Ein Tag als Buchrestaurator

Der Menznauer Patrick Birrer erzählt aus seinem Berufsalltag

Bericht von Peter Haas
1111 Titelseite
Patrick Birrer ist Buchrestaurator im Staatsarchiv Luzern.
Patrick Birrer aus Menznau arbeitet im Staatsarchiv Luzern als Buchrestaurator. So erhält er beschädigte Bücher zur Wiederherstellung wie zum Beispiel Protokolle über den Kauf von Liegenschaften. Da es diese handschriftlichen Protokolle nur einmal gibt, werden sie von der Archivleitung als sehr bedeutungsvoll eingestuft.

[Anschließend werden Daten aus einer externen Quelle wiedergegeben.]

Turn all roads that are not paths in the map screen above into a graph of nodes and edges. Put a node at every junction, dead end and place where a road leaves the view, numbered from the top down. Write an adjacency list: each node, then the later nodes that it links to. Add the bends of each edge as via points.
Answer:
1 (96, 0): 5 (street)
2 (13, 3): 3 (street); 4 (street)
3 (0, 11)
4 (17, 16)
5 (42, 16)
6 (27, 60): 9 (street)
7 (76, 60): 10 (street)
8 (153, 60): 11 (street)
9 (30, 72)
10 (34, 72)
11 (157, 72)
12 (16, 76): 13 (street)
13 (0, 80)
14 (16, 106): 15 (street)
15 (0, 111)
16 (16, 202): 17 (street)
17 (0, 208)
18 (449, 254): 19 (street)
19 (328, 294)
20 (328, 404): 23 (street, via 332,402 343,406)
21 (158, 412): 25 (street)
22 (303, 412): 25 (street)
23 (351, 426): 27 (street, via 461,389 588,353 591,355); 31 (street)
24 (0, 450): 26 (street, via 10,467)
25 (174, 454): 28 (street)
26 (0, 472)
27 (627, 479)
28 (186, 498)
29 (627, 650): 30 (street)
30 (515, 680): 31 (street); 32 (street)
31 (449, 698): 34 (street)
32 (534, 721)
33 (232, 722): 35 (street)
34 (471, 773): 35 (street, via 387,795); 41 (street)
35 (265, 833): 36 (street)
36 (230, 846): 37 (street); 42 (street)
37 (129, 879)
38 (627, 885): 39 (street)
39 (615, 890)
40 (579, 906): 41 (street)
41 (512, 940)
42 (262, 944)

Wenn Patrick am Morgen im Staatsarchiv seinen Arbeitstag startet, beginnt sein Tag mit dem Weiterführen der Arbeit des letzten Tages. Dementsprechend nimmt er das Buch, welches am Vortag bearbeitet wurde, aus der Buchbinderpresse. Dieser Band musste am Vortag komplett zerlegt und die Risse mit Japanpapier und Kleister geschlossen werden. Danach kamen die einzelnen Blätter zwischen Kartons über Nacht zum Trocknen in die Presse. Nachdem er nun die Blätter aus der Presse genommen hat, schneidet Patrick das überstehende Japanpapier der Rissreparaturen ab und sortiert die Doppelseiten nach ihrer Seitenzahl. Diese Doppelseiten legt er dann zu sogenannten Lagen zusammen und bildet so den Buchblock wieder.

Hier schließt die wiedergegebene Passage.